++++ Records to process ++++
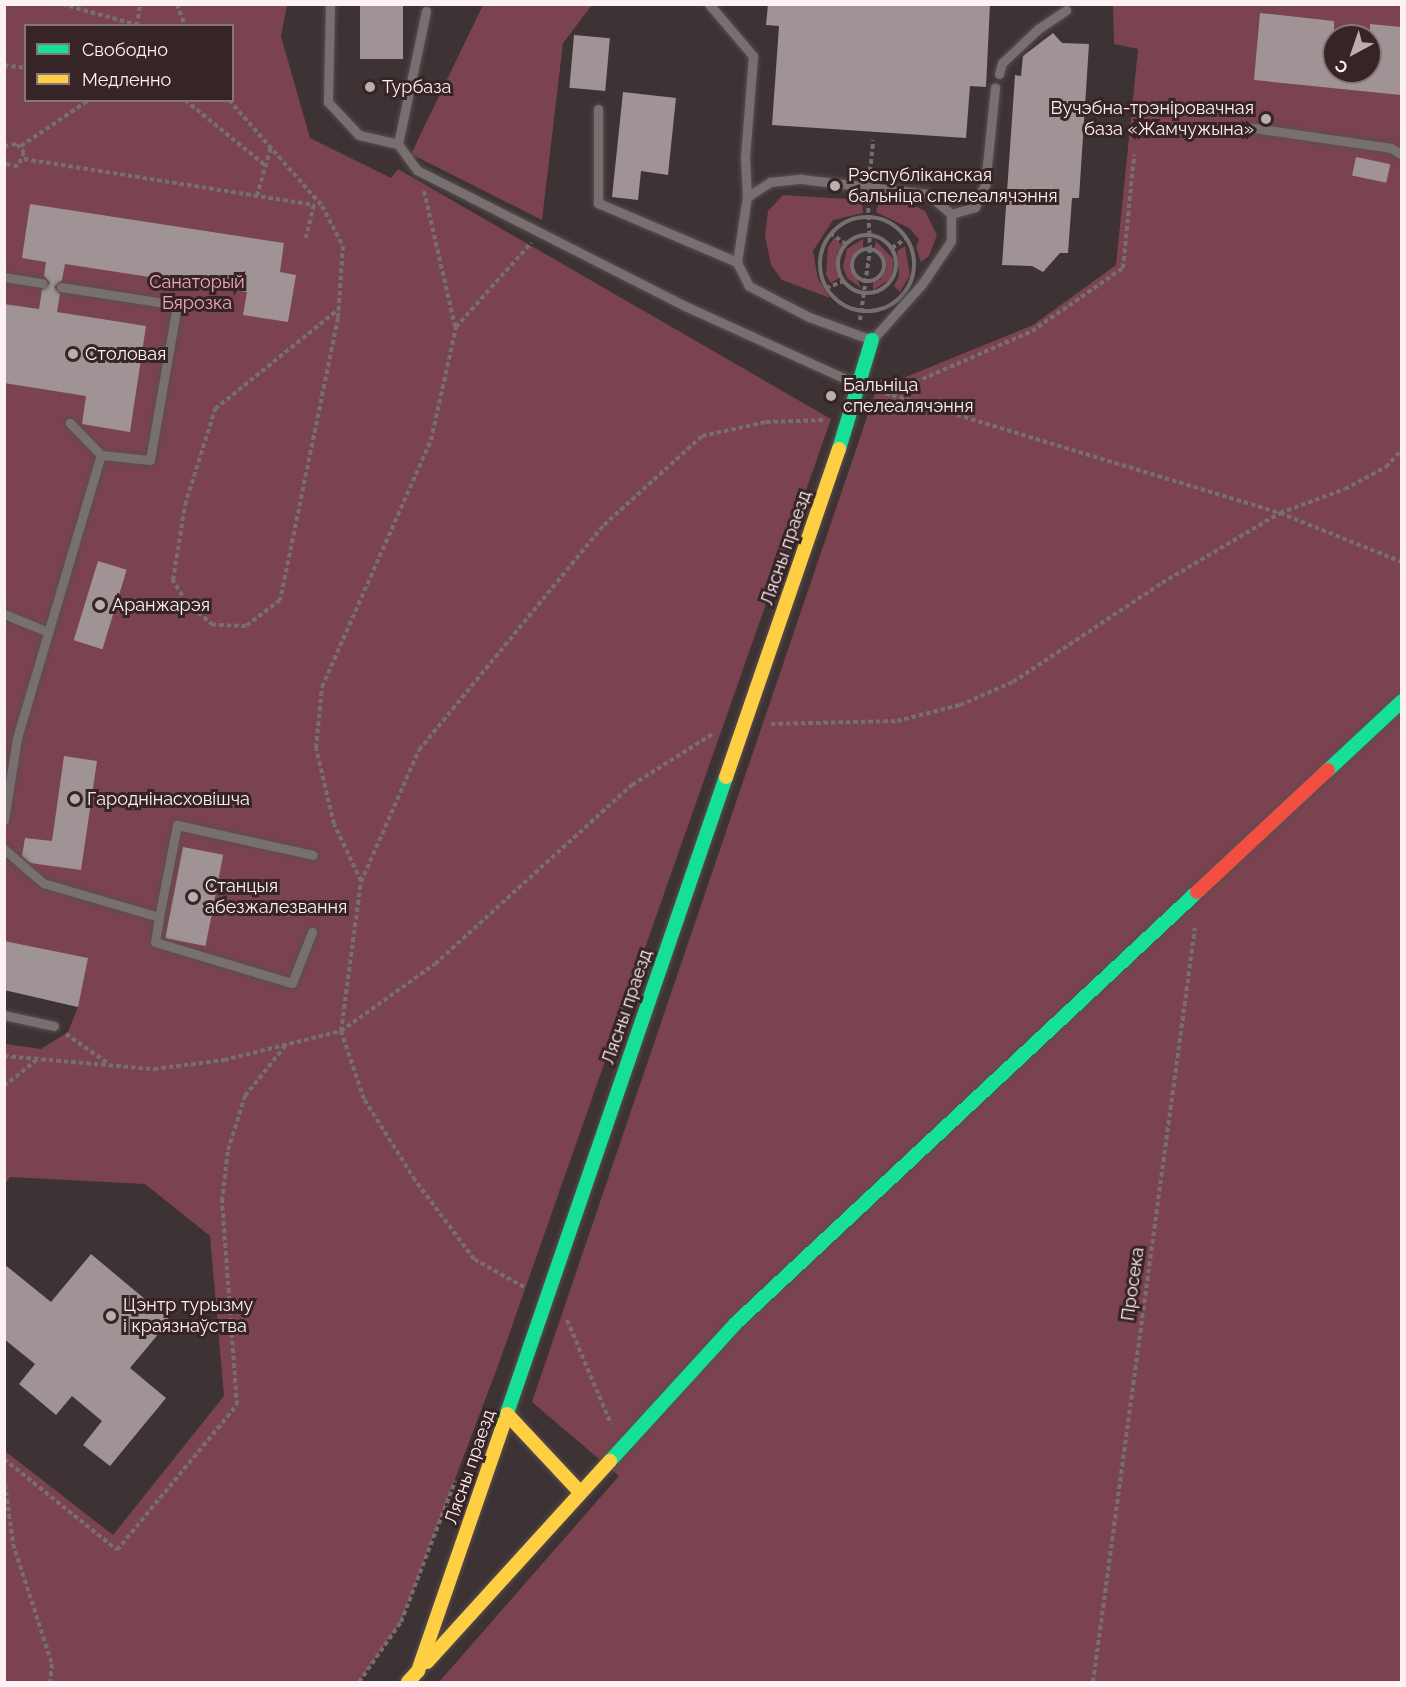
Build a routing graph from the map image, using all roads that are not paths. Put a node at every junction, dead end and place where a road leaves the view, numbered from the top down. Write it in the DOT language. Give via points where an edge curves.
graph roads {
  1 [pos="330,4"];
  2 [pos="709,4"];
  3 [pos="1066,10"];
  4 [pos="426,12"];
  5 [pos="999,74"];
  6 [pos="995,88"];
  7 [pos="598,110"];
  8 [pos="1247,127"];
  9 [pos="398,144"];
  10 [pos="1401,155"];
  11 [pos="747,197"];
  12 [pos="951,214"];
  13 [pos="737,262"];
  14 [pos="4,277"];
  15 [pos="43,283"];
  16 [pos="61,286"];
  17 [pos="872,340"];
  18 [pos="861,386"];
  19 [pos="70,423"];
  20 [pos="101,454"];
  21 [pos="4,614"];
  22 [pos="46,631"];
  23 [pos="1401,701"];
  24 [pos="4,820"];
  25 [pos="4,849"];
  26 [pos="313,855"];
  27 [pos="159,917"];
  28 [pos="312,932"];
  29 [pos="4,1015"];
  30 [pos="54,1026"];
  31 [pos="507,1414"];
  32 [pos="579,1491"];
  33 [pos="418,1671"];
  34 [pos="408,1683"];
  1 -- 9 [label="lane" via="328,102 359,135"];
  2 -- 11 [label="lane" via="753,56 745,157"];
  3 -- 5 [label="lane" via="1002,63"];
  4 -- 9 [label="lane"];
  6 -- 12 [label="lane" via="985,185 975,207"];
  7 -- 13 [label="lane" via="598,203"];
  8 -- 10 [label="lane" via="1391,148"];
  9 -- 18 [label="lane" via="417,170 539,234"];
  11 -- 12 [label="lane" via="770,182 801,179 928,194"];
  11 -- 13 [label="lane"];
  12 -- 17 [label="lane" via="951,242 922,284"];
  13 -- 17 [label="lane" via="749,286"];
  14 -- 15 [label="lane"];
  16 -- 20 [label="lane" via="177,305 150,460"];
  17 -- 18 [label="street, Лясны праезд"];
  18 -- 31 [label="street, Лясны праезд"];
  19 -- 20 [label="lane"];
  20 -- 22 [label="lane"];
  21 -- 22 [label="lane"];
  22 -- 24 [label="lane" via="17,738"];
  23 -- 32 [label="street" via="736,1323"];
  25 -- 27 [label="lane" via="43,883"];
  26 -- 27 [label="lane" via="177,825"];
  27 -- 28 [label="lane" via="155,942 292,984"];
  29 -- 30 [label="lane"];
  31 -- 32 [label="street"];
  31 -- 33 [label="street, Лясны праезд"];
  32 -- 33 [label="street"];
  33 -- 34 [label="street, Лясны праезд"];
}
++++
> Exercise: Check every line of the entries for the string "праезд". Give only the number of lines that hold it.

> Expected answer: 4